> MATERIAL PROVIDED
▬▬▬▬▬▬

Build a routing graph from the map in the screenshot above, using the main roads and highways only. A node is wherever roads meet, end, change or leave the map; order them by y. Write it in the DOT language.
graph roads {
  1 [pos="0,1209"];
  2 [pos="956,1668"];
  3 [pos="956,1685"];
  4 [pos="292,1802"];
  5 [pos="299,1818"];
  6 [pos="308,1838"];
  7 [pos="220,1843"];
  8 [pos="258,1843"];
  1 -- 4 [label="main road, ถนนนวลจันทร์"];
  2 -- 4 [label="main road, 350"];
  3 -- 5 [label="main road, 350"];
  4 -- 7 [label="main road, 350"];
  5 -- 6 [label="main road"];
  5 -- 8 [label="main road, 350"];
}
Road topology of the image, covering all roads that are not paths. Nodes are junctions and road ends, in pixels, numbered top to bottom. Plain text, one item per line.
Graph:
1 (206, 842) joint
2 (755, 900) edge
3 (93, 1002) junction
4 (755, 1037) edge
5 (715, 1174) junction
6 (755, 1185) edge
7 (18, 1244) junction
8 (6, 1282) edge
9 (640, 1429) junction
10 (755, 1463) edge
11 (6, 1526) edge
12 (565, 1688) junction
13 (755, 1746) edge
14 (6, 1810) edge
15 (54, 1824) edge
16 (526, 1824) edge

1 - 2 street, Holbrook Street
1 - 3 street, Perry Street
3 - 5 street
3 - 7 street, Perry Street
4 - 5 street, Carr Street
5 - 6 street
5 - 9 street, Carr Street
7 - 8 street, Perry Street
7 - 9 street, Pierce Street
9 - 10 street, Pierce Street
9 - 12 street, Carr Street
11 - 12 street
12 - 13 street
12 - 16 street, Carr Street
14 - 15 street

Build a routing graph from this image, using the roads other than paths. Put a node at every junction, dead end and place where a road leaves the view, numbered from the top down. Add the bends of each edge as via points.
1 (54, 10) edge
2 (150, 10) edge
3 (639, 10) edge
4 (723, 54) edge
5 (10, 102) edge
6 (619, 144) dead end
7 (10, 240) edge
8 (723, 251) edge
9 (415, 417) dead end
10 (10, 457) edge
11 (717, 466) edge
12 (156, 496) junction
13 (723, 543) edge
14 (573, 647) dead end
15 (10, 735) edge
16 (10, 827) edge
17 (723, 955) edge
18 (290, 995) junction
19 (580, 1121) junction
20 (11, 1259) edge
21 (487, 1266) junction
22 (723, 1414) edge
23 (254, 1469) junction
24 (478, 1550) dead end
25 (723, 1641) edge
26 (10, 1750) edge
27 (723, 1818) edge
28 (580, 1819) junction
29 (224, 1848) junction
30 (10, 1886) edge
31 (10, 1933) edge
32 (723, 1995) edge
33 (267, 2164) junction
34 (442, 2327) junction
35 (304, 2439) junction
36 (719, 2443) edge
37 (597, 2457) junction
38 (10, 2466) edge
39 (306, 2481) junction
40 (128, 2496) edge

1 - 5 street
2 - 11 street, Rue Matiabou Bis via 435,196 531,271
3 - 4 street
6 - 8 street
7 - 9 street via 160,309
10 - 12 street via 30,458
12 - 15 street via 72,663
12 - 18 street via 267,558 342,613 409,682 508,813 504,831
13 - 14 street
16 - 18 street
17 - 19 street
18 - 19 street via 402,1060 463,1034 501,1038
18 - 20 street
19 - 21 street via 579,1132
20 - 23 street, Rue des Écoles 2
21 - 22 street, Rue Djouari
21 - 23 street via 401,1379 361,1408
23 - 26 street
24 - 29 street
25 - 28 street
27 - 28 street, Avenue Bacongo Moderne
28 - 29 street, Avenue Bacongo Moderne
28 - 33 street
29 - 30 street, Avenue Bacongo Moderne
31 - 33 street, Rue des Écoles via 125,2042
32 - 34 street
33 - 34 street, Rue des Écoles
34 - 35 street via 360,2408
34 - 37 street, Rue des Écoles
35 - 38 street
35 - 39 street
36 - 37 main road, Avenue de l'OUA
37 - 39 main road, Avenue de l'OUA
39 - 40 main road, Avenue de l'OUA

▬▬▬▬▬▬

> TASK TO COMPLETE
From the opening line of the data above through the line holding "Road topology of", give every line again exactly as it stands.

> SOLUTION FOR THIS TASK
Build a routing graph from the map in the screenshot above, using the main roads and highways only. A node is wherever roads meet, end, change or leave the map; order them by y. Write it in the DOT language.
graph roads {
  1 [pos="0,1209"];
  2 [pos="956,1668"];
  3 [pos="956,1685"];
  4 [pos="292,1802"];
  5 [pos="299,1818"];
  6 [pos="308,1838"];
  7 [pos="220,1843"];
  8 [pos="258,1843"];
  1 -- 4 [label="main road, ถนนนวลจันทร์"];
  2 -- 4 [label="main road, 350"];
  3 -- 5 [label="main road, 350"];
  4 -- 7 [label="main road, 350"];
  5 -- 6 [label="main road"];
  5 -- 8 [label="main road, 350"];
}
Road topology of the image, covering all roads that are not paths. Nodes are junctions and road ends, in pixels, numbered top to bottom. Plain text, one item per line.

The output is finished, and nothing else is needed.